::: DATASET CONTENT :::
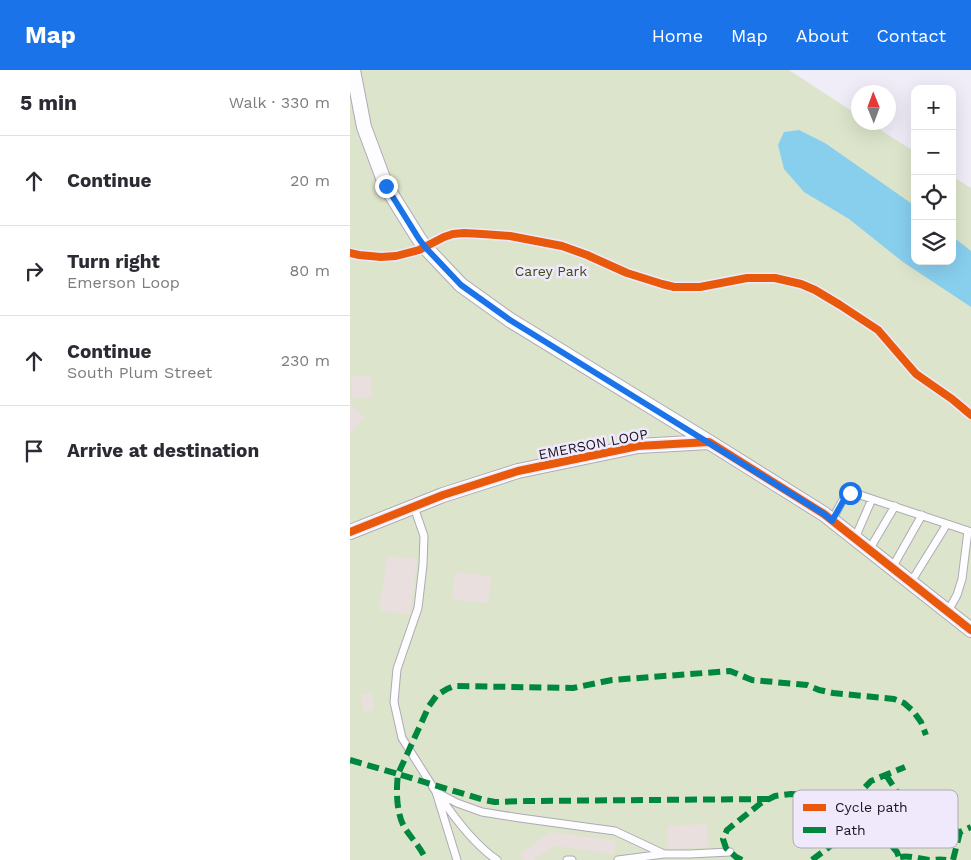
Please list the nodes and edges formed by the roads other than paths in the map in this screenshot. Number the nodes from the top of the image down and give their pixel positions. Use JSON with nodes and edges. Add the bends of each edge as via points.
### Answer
{"nodes":[{"id":1,"x":353,"y":70,"type":"edge"},
{"id":2,"x":709,"y":442,"type":"junction"},
{"id":3,"x":872,"y":499,"type":"junction"},
{"id":4,"x":896,"y":506,"type":"junction"},
{"id":5,"x":414,"y":507,"type":"junction"},
{"id":6,"x":922,"y":516,"type":"junction"},
{"id":7,"x":832,"y":521,"type":"junction"},
{"id":8,"x":947,"y":524,"type":"junction"},
{"id":9,"x":970,"y":531,"type":"edge"},
{"id":10,"x":350,"y":532,"type":"edge"},
{"id":11,"x":855,"y":538,"type":"junction"},
{"id":12,"x":870,"y":550,"type":"junction"},
{"id":13,"x":892,"y":568,"type":"junction"},
{"id":14,"x":911,"y":582,"type":"junction"},
{"id":15,"x":948,"y":611,"type":"junction"},
{"id":16,"x":971,"y":630,"type":"edge"},
{"id":17,"x":436,"y":792,"type":"junction"},
{"id":18,"x":730,"y":852,"type":"dead end"},
{"id":19,"x":664,"y":854,"type":"junction"},
{"id":20,"x":458,"y":860,"type":"edge"},
{"id":21,"x":497,"y":860,"type":"edge"},
{"id":22,"x":568,"y":860,"type":"edge"},
{"id":23,"x":572,"y":860,"type":"edge"},
{"id":24,"x":618,"y":860,"type":"edge"}],
"edges":[{"from":1,"to":2,"type":"street","via":[[364,127],[386,186],[419,239],[455,279],[510,320]]},
{"from":2,"to":5,"type":"street","name":"EMERSON LOOP","via":[[638,446],[518,471]]},
{"from":2,"to":7,"type":"street"},
{"from":3,"to":4,"type":"lane"},
{"from":3,"to":7,"type":"lane","via":[[850,493]]},
{"from":3,"to":11,"type":"lane"},
{"from":4,"to":6,"type":"lane"},
{"from":4,"to":12,"type":"lane"},
{"from":5,"to":10,"type":"street","name":"EMERSON LOOP"},
{"from":5,"to":17,"type":"lane","via":[[424,536],[423,566],[418,608],[397,670],[394,702],[402,738]]},
{"from":6,"to":8,"type":"lane"},
{"from":6,"to":13,"type":"lane"},
{"from":7,"to":11,"type":"street"},
{"from":8,"to":9,"type":"lane"},
{"from":8,"to":14,"type":"lane"},
{"from":9,"to":15,"type":"lane","via":[[962,579]]},
{"from":11,"to":12,"type":"street"},
{"from":12,"to":13,"type":"street"},
{"from":13,"to":14,"type":"street"},
{"from":14,"to":15,"type":"street"},
{"from":15,"to":16,"type":"street"},
{"from":17,"to":19,"type":"lane","via":[[482,812],[615,831]]},
{"from":17,"to":20,"type":"lane"},
{"from":17,"to":21,"type":"lane","via":[[475,840]]},
{"from":18,"to":19,"type":"lane"},
{"from":19,"to":24,"type":"lane"},
{"from":22,"to":23,"type":"lane"}]}
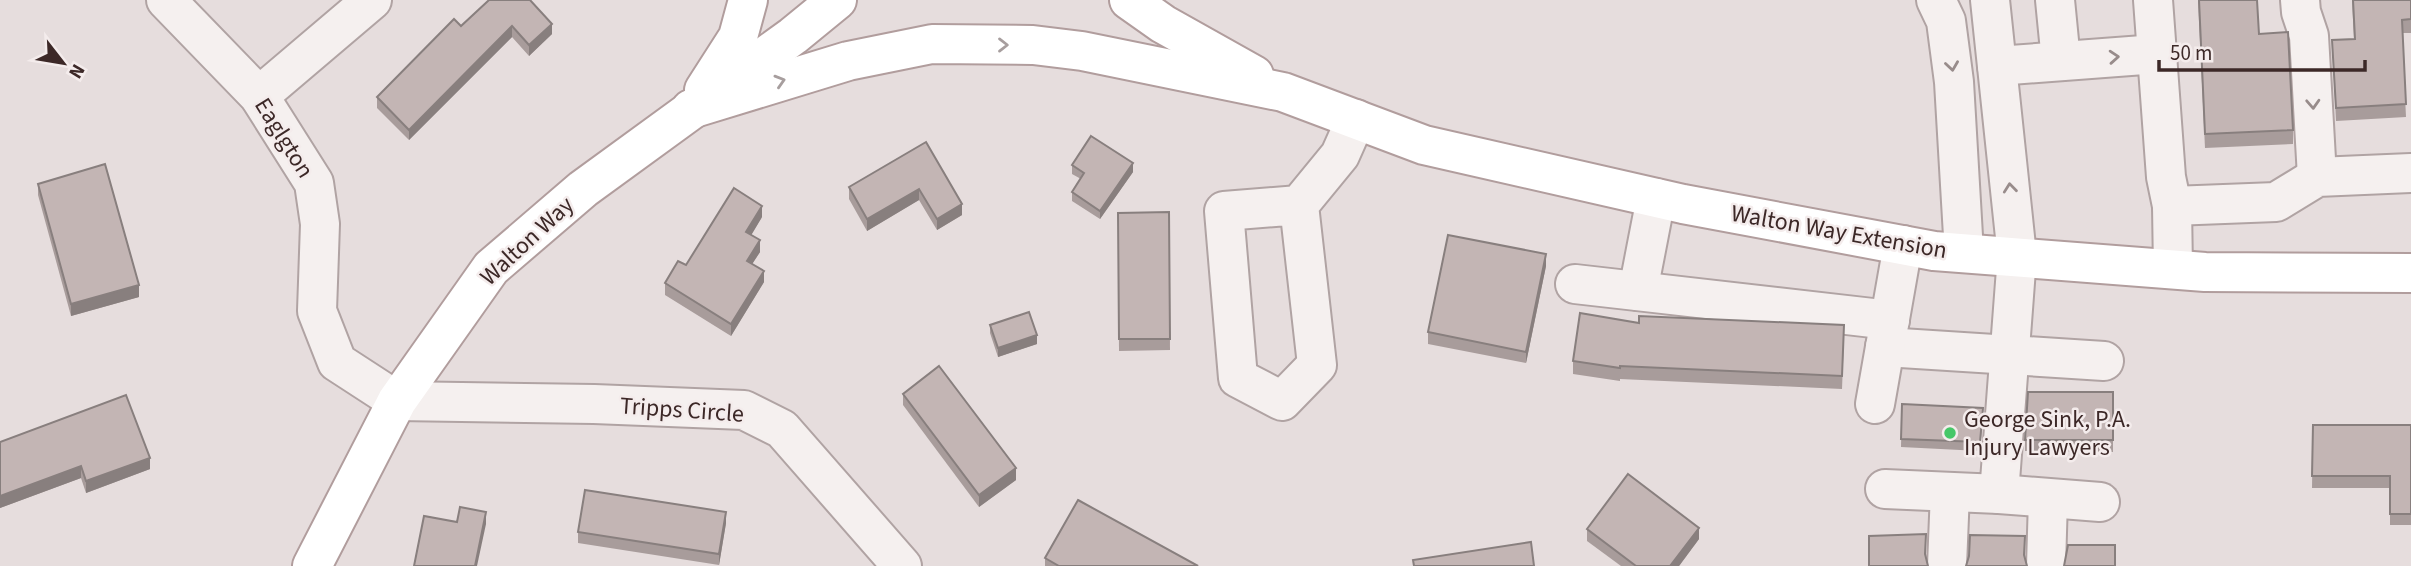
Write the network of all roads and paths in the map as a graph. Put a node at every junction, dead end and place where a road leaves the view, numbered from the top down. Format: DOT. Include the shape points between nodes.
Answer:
graph roads {
  1 [pos="166,0"];
  2 [pos="372,0"];
  3 [pos="748,0"];
  4 [pos="837,0"];
  5 [pos="1129,0"];
  6 [pos="1936,0"];
  7 [pos="1990,0"];
  8 [pos="2055,0"];
  9 [pos="2153,0"];
  10 [pos="2305,18"];
  11 [pos="2157,54"];
  12 [pos="2061,61"];
  13 [pos="1997,66"];
  14 [pos="1283,92"];
  15 [pos="260,96"];
  16 [pos="691,109"];
  17 [pos="1356,119"];
  18 [pos="2411,173"];
  19 [pos="2316,177"];
  20 [pos="1656,198"];
  21 [pos="1299,205"];
  22 [pos="2172,206"];
  23 [pos="1903,245"];
  24 [pos="1964,253"];
  25 [pos="2017,256"];
  26 [pos="2173,269"];
  27 [pos="2411,273"];
  28 [pos="1575,284"];
  29 [pos="1638,291"];
  30 [pos="1888,333"];
  31 [pos="2010,354"];
  32 [pos="2104,361"];
  33 [pos="397,401"];
  34 [pos="1875,404"];
  35 [pos="1885,489"];
  36 [pos="1950,492"];
  37 [pos="1999,494"];
  38 [pos="2048,499"];
  39 [pos="2101,502"];
  40 [pos="312,566"];
  41 [pos="902,566"];
  42 [pos="1947,566"];
  43 [pos="2046,566"];
  1 -- 15 [label="street, Eaglgton"];
  2 -- 15 [label="street"];
  3 -- 16 [label="main road" via="738,37"];
  4 -- 16 [label="main road, Walton Way"];
  5 -- 14 [label="main road"];
  6 -- 24 [label="street, one-way" via="1946,21 1954,82"];
  7 -- 13 [label="street"];
  8 -- 12 [label="street"];
  9 -- 11 [label="street"];
  10 -- 19 [label="street, one-way"];
  12 -- 11 [label="street, one-way"];
  11 -- 22 [label="street"];
  12 -- 13 [label="street"];
  25 -- 13 [label="street, one-way"];
  16 -- 14 [label="main road, one-way" via="848,61 932,44 1032,45 1082,51"];
  14 -- 17 [label="main road, Walton Way Extension"];
  15 -- 33 [label="street, Eaglgton" via="314,183 320,224 317,311 337,362"];
  16 -- 33 [label="main road, Walton Way" via="583,189 491,268"];
  17 -- 20 [label="main road, Walton Way Extension" via="1424,145"];
  17 -- 21 [label="street" via="1340,155"];
  18 -- 19 [label="street"];
  19 -- 22 [label="street" via="2276,202"];
  20 -- 23 [label="main road, Walton Way Extension"];
  20 -- 29 [label="street"];
  21 -- 21 [label="street" via="1317,365 1282,401 1238,378 1224,211"];
  22 -- 26 [label="street"];
  23 -- 24 [label="main road, Walton Way Extension"];
  23 -- 30 [label="street"];
  24 -- 25 [label="main road, Walton Way Extension"];
  25 -- 26 [label="main road, Walton Way Extension"];
  25 -- 31 [label="street"];
  26 -- 27 [label="main road, Walton Way Extension"];
  28 -- 29 [label="street"];
  29 -- 30 [label="street"];
  30 -- 31 [label="street"];
  30 -- 34 [label="street"];
  31 -- 32 [label="street"];
  31 -- 37 [label="street"];
  33 -- 40 [label="main road, Walton Way"];
  33 -- 41 [label="street, Tripps Circle" via="744,410 782,429"];
  35 -- 36 [label="street"];
  36 -- 37 [label="street"];
  36 -- 42 [label="street"];
  37 -- 38 [label="street"];
  38 -- 39 [label="street"];
  38 -- 43 [label="street"];
}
:::
Every line of the data that includes the word "Eaglgton" should be copied.

  1 -- 15 [label="street, Eaglgton"];
  15 -- 33 [label="street, Eaglgton" via="314,183 320,224 317,311 337,362"];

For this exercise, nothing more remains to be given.